What is being asked
Copy every record exactly, leaving the pictures out.

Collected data
# # # #

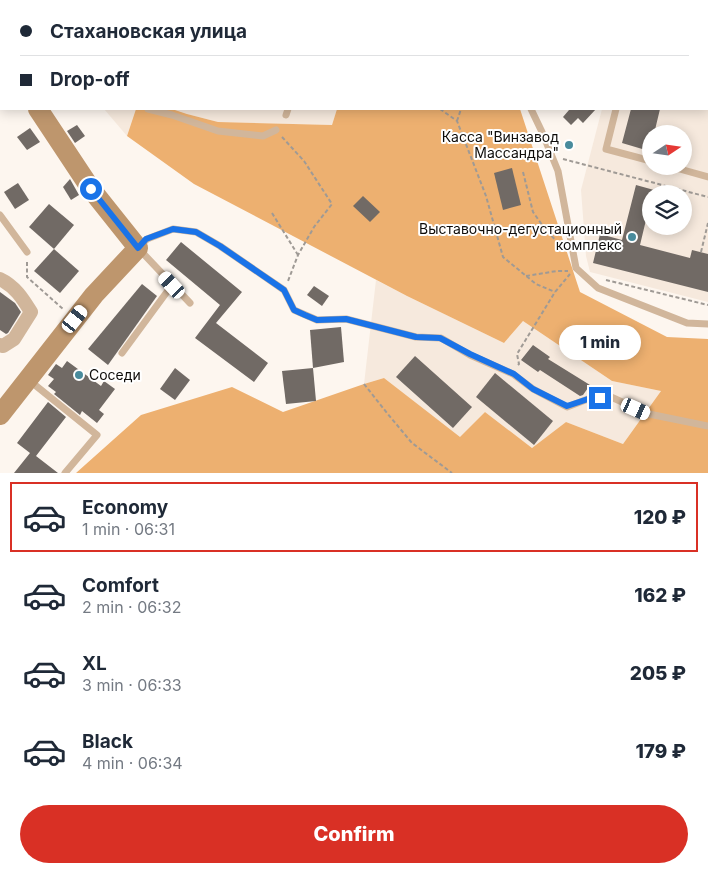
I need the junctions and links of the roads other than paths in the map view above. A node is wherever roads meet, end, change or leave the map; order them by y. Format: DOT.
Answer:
graph roads {
  1 [pos="39,110"];
  2 [pos="152,110"];
  3 [pos="531,110"];
  4 [pos="616,110"];
  5 [pos="276,130"];
  6 [pos="642,159"];
  7 [pos="692,172"];
  8 [pos="708,177"];
  9 [pos="0,215"];
  10 [pos="138,248"];
  11 [pos="27,252"];
  12 [pos="0,280"];
  13 [pos="172,285"];
  14 [pos="190,303"];
  15 [pos="708,324"];
  16 [pos="0,345"];
  17 [pos="122,354"];
  18 [pos="28,379"];
  19 [pos="0,415"];
  20 [pos="708,426"];
  21 [pos="65,473"];
  1 -- 10 [label="main road"];
  2 -- 5 [label="lane"];
  3 -- 15 [label="lane"];
  4 -- 6 [label="lane"];
  7 -- 8 [label="lane"];
  9 -- 11 [label="lane"];
  10 -- 13 [label="lane"];
  10 -- 18 [label="main road"];
  10 -- 20 [label="lane"];
  12 -- 16 [label="street"];
  13 -- 14 [label="lane"];
  13 -- 17 [label="lane"];
  18 -- 19 [label="main road"];
  18 -- 21 [label="lane"];
}
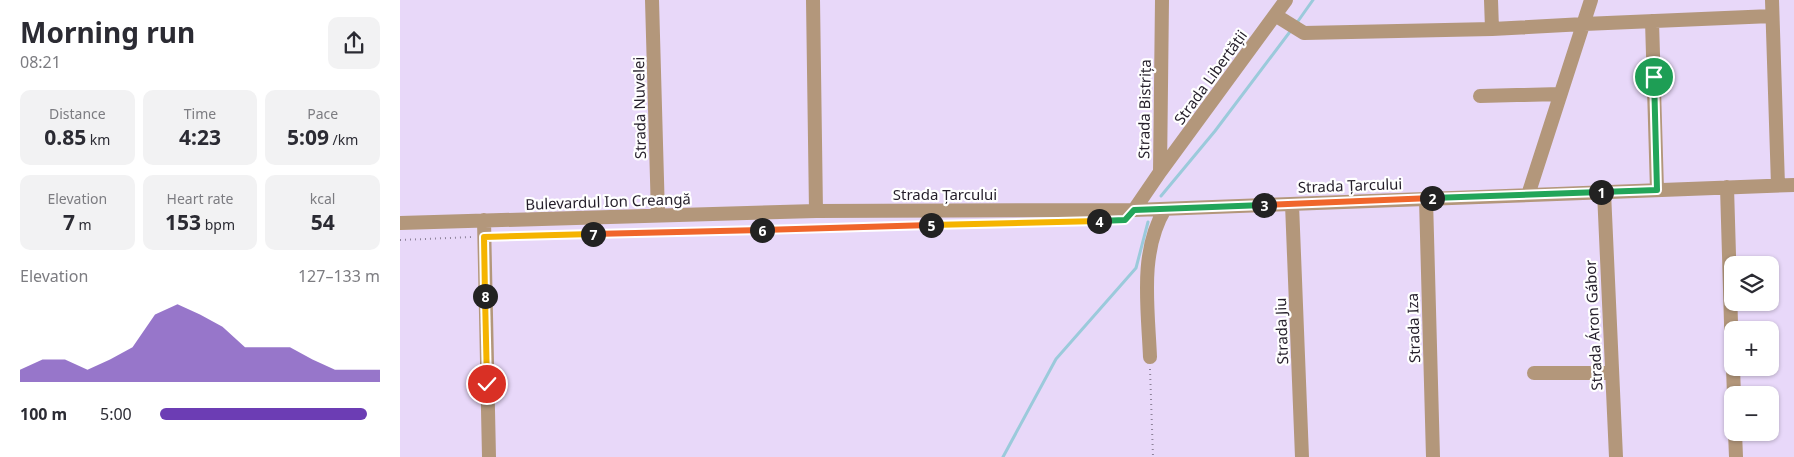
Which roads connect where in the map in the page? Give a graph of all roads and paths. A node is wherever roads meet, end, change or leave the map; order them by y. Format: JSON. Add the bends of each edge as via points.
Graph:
{"nodes":[{"id":1,"x":652,"y":0,"type":"edge"},
{"id":2,"x":813,"y":0,"type":"edge"},
{"id":3,"x":1162,"y":0,"type":"edge"},
{"id":4,"x":1286,"y":0,"type":"edge"},
{"id":5,"x":1491,"y":0,"type":"edge"},
{"id":6,"x":1591,"y":0,"type":"edge"},
{"id":7,"x":1772,"y":0,"type":"edge"},
{"id":8,"x":1275,"y":15,"type":"junction"},
{"id":9,"x":1772,"y":16,"type":"junction"},
{"id":10,"x":1652,"y":21,"type":"junction"},
{"id":11,"x":1584,"y":24,"type":"junction"},
{"id":12,"x":1492,"y":29,"type":"junction"},
{"id":13,"x":1560,"y":94,"type":"junction"},
{"id":14,"x":1480,"y":96,"type":"dead end"},
{"id":15,"x":1160,"y":172,"type":"junction"},
{"id":16,"x":1778,"y":185,"type":"junction"},
{"id":17,"x":1794,"y":185,"type":"edge"},
{"id":18,"x":1727,"y":187,"type":"junction"},
{"id":19,"x":1657,"y":190,"type":"junction"},
{"id":20,"x":1604,"y":192,"type":"junction"},
{"id":21,"x":1528,"y":195,"type":"junction"},
{"id":22,"x":1426,"y":199,"type":"junction"},
{"id":23,"x":1292,"y":204,"type":"junction"},
{"id":24,"x":1165,"y":209,"type":"junction"},
{"id":25,"x":1134,"y":210,"type":"junction"},
{"id":26,"x":816,"y":211,"type":"junction"},
{"id":27,"x":658,"y":215,"type":"junction"},
{"id":28,"x":484,"y":220,"type":"junction"},
{"id":29,"x":400,"y":223,"type":"edge"},
{"id":30,"x":989,"y":224,"type":"dead end"},
{"id":31,"x":484,"y":237,"type":"junction"},
{"id":32,"x":400,"y":240,"type":"edge"},
{"id":33,"x":1731,"y":321,"type":"edge"},
{"id":34,"x":1150,"y":357,"type":"joint"},
{"id":35,"x":1534,"y":373,"type":"dead end"},
{"id":36,"x":1612,"y":373,"type":"junction"},
{"id":37,"x":1735,"y":441,"type":"edge"},
{"id":38,"x":489,"y":457,"type":"edge"},
{"id":39,"x":1153,"y":457,"type":"edge"},
{"id":40,"x":1302,"y":457,"type":"edge"},
{"id":41,"x":1433,"y":457,"type":"edge"},
{"id":42,"x":1616,"y":457,"type":"edge"},
{"id":43,"x":1736,"y":457,"type":"edge"}],
"edges":[{"from":1,"to":27,"type":"street","name":"Strada Nuvelei"},
{"from":2,"to":26,"type":"street"},
{"from":3,"to":15,"type":"street","name":"Strada Bistrița"},
{"from":4,"to":8,"type":"street","name":"Strada Libertății"},
{"from":5,"to":12,"type":"street"},
{"from":6,"to":11,"type":"street"},
{"from":7,"to":9,"type":"street"},
{"from":8,"to":12,"type":"street","via":[[1304,33]]},
{"from":8,"to":15,"type":"street","name":"Strada Libertății"},
{"from":9,"to":10,"type":"street"},
{"from":9,"to":16,"type":"street"},
{"from":10,"to":11,"type":"street"},
{"from":10,"to":19,"type":"street"},
{"from":11,"to":12,"type":"street"},
{"from":11,"to":13,"type":"street"},
{"from":13,"to":14,"type":"street"},
{"from":13,"to":21,"type":"street"},
{"from":15,"to":25,"type":"street","name":"Strada Bistrița"},
{"from":16,"to":17,"type":"street","name":"Strada Țarcului"},
{"from":16,"to":18,"type":"street","name":"Strada Țarcului"},
{"from":18,"to":19,"type":"street","name":"Strada Țarcului"},
{"from":18,"to":33,"type":"street"},
{"from":19,"to":20,"type":"street","name":"Strada Țarcului"},
{"from":20,"to":21,"type":"street","name":"Strada Țarcului"},
{"from":20,"to":36,"type":"street","name":"Strada Áron Gábor"},
{"from":21,"to":22,"type":"street","name":"Strada Țarcului"},
{"from":22,"to":23,"type":"street","name":"Strada Țarcului"},
{"from":22,"to":41,"type":"street","name":"Strada Iza"},
{"from":23,"to":24,"type":"street","name":"Strada Țarcului"},
{"from":23,"to":40,"type":"street","name":"Strada Jiu"},
{"from":24,"to":25,"type":"street","name":"Strada Țarcului"},
{"from":24,"to":34,"type":"street","via":[[1156,224],[1148,258]]},
{"from":25,"to":26,"type":"street","name":"Strada Țarcului"},
{"from":26,"to":27,"type":"street","name":"Bulevardul Ion Creangă"},
{"from":27,"to":28,"type":"street","name":"Bulevardul Ion Creangă"},
{"from":28,"to":29,"type":"street","name":"Bulevardul Ion Creangă"},
{"from":28,"to":31,"type":"street"},
{"from":30,"to":31,"type":"path"},
{"from":31,"to":32,"type":"path"},
{"from":31,"to":38,"type":"street"},
{"from":34,"to":39,"type":"path"},
{"from":35,"to":36,"type":"street"},
{"from":36,"to":42,"type":"street","name":"Strada Áron Gábor"},
{"from":37,"to":43,"type":"street"}]}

# # # #

Answer section
I need the junctions and links of the roads other than paths in the map view above. A node is wherever roads meet, end, change or leave the map; order them by y. Format: DOT.
Answer:
graph roads {
  1 [pos="39,110"];
  2 [pos="152,110"];
  3 [pos="531,110"];
  4 [pos="616,110"];
  5 [pos="276,130"];
  6 [pos="642,159"];
  7 [pos="692,172"];
  8 [pos="708,177"];
  9 [pos="0,215"];
  10 [pos="138,248"];
  11 [pos="27,252"];
  12 [pos="0,280"];
  13 [pos="172,285"];
  14 [pos="190,303"];
  15 [pos="708,324"];
  16 [pos="0,345"];
  17 [pos="122,354"];
  18 [pos="28,379"];
  19 [pos="0,415"];
  20 [pos="708,426"];
  21 [pos="65,473"];
  1 -- 10 [label="main road"];
  2 -- 5 [label="lane"];
  3 -- 15 [label="lane"];
  4 -- 6 [label="lane"];
  7 -- 8 [label="lane"];
  9 -- 11 [label="lane"];
  10 -- 13 [label="lane"];
  10 -- 18 [label="main road"];
  10 -- 20 [label="lane"];
  12 -- 16 [label="street"];
  13 -- 14 [label="lane"];
  13 -- 17 [label="lane"];
  18 -- 19 [label="main road"];
  18 -- 21 [label="lane"];
}
Which roads connect where in the map in the page? Give a graph of all roads and paths. A node is wherever roads meet, end, change or leave the map; order them by y. Format: JSON. Add the bends of each edge as via points.
Graph:
{"nodes":[{"id":1,"x":652,"y":0,"type":"edge"},
{"id":2,"x":813,"y":0,"type":"edge"},
{"id":3,"x":1162,"y":0,"type":"edge"},
{"id":4,"x":1286,"y":0,"type":"edge"},
{"id":5,"x":1491,"y":0,"type":"edge"},
{"id":6,"x":1591,"y":0,"type":"edge"},
{"id":7,"x":1772,"y":0,"type":"edge"},
{"id":8,"x":1275,"y":15,"type":"junction"},
{"id":9,"x":1772,"y":16,"type":"junction"},
{"id":10,"x":1652,"y":21,"type":"junction"},
{"id":11,"x":1584,"y":24,"type":"junction"},
{"id":12,"x":1492,"y":29,"type":"junction"},
{"id":13,"x":1560,"y":94,"type":"junction"},
{"id":14,"x":1480,"y":96,"type":"dead end"},
{"id":15,"x":1160,"y":172,"type":"junction"},
{"id":16,"x":1778,"y":185,"type":"junction"},
{"id":17,"x":1794,"y":185,"type":"edge"},
{"id":18,"x":1727,"y":187,"type":"junction"},
{"id":19,"x":1657,"y":190,"type":"junction"},
{"id":20,"x":1604,"y":192,"type":"junction"},
{"id":21,"x":1528,"y":195,"type":"junction"},
{"id":22,"x":1426,"y":199,"type":"junction"},
{"id":23,"x":1292,"y":204,"type":"junction"},
{"id":24,"x":1165,"y":209,"type":"junction"},
{"id":25,"x":1134,"y":210,"type":"junction"},
{"id":26,"x":816,"y":211,"type":"junction"},
{"id":27,"x":658,"y":215,"type":"junction"},
{"id":28,"x":484,"y":220,"type":"junction"},
{"id":29,"x":400,"y":223,"type":"edge"},
{"id":30,"x":989,"y":224,"type":"dead end"},
{"id":31,"x":484,"y":237,"type":"junction"},
{"id":32,"x":400,"y":240,"type":"edge"},
{"id":33,"x":1731,"y":321,"type":"edge"},
{"id":34,"x":1150,"y":357,"type":"joint"},
{"id":35,"x":1534,"y":373,"type":"dead end"},
{"id":36,"x":1612,"y":373,"type":"junction"},
{"id":37,"x":1735,"y":441,"type":"edge"},
{"id":38,"x":489,"y":457,"type":"edge"},
{"id":39,"x":1153,"y":457,"type":"edge"},
{"id":40,"x":1302,"y":457,"type":"edge"},
{"id":41,"x":1433,"y":457,"type":"edge"},
{"id":42,"x":1616,"y":457,"type":"edge"},
{"id":43,"x":1736,"y":457,"type":"edge"}],
"edges":[{"from":1,"to":27,"type":"street","name":"Strada Nuvelei"},
{"from":2,"to":26,"type":"street"},
{"from":3,"to":15,"type":"street","name":"Strada Bistrița"},
{"from":4,"to":8,"type":"street","name":"Strada Libertății"},
{"from":5,"to":12,"type":"street"},
{"from":6,"to":11,"type":"street"},
{"from":7,"to":9,"type":"street"},
{"from":8,"to":12,"type":"street","via":[[1304,33]]},
{"from":8,"to":15,"type":"street","name":"Strada Libertății"},
{"from":9,"to":10,"type":"street"},
{"from":9,"to":16,"type":"street"},
{"from":10,"to":11,"type":"street"},
{"from":10,"to":19,"type":"street"},
{"from":11,"to":12,"type":"street"},
{"from":11,"to":13,"type":"street"},
{"from":13,"to":14,"type":"street"},
{"from":13,"to":21,"type":"street"},
{"from":15,"to":25,"type":"street","name":"Strada Bistrița"},
{"from":16,"to":17,"type":"street","name":"Strada Țarcului"},
{"from":16,"to":18,"type":"street","name":"Strada Țarcului"},
{"from":18,"to":19,"type":"street","name":"Strada Țarcului"},
{"from":18,"to":33,"type":"street"},
{"from":19,"to":20,"type":"street","name":"Strada Țarcului"},
{"from":20,"to":21,"type":"street","name":"Strada Țarcului"},
{"from":20,"to":36,"type":"street","name":"Strada Áron Gábor"},
{"from":21,"to":22,"type":"street","name":"Strada Țarcului"},
{"from":22,"to":23,"type":"street","name":"Strada Țarcului"},
{"from":22,"to":41,"type":"street","name":"Strada Iza"},
{"from":23,"to":24,"type":"street","name":"Strada Țarcului"},
{"from":23,"to":40,"type":"street","name":"Strada Jiu"},
{"from":24,"to":25,"type":"street","name":"Strada Țarcului"},
{"from":24,"to":34,"type":"street","via":[[1156,224],[1148,258]]},
{"from":25,"to":26,"type":"street","name":"Strada Țarcului"},
{"from":26,"to":27,"type":"street","name":"Bulevardul Ion Creangă"},
{"from":27,"to":28,"type":"street","name":"Bulevardul Ion Creangă"},
{"from":28,"to":29,"type":"street","name":"Bulevardul Ion Creangă"},
{"from":28,"to":31,"type":"street"},
{"from":30,"to":31,"type":"path"},
{"from":31,"to":32,"type":"path"},
{"from":31,"to":38,"type":"street"},
{"from":34,"to":39,"type":"path"},
{"from":35,"to":36,"type":"street"},
{"from":36,"to":42,"type":"street","name":"Strada Áron Gábor"},
{"from":37,"to":43,"type":"street"}]}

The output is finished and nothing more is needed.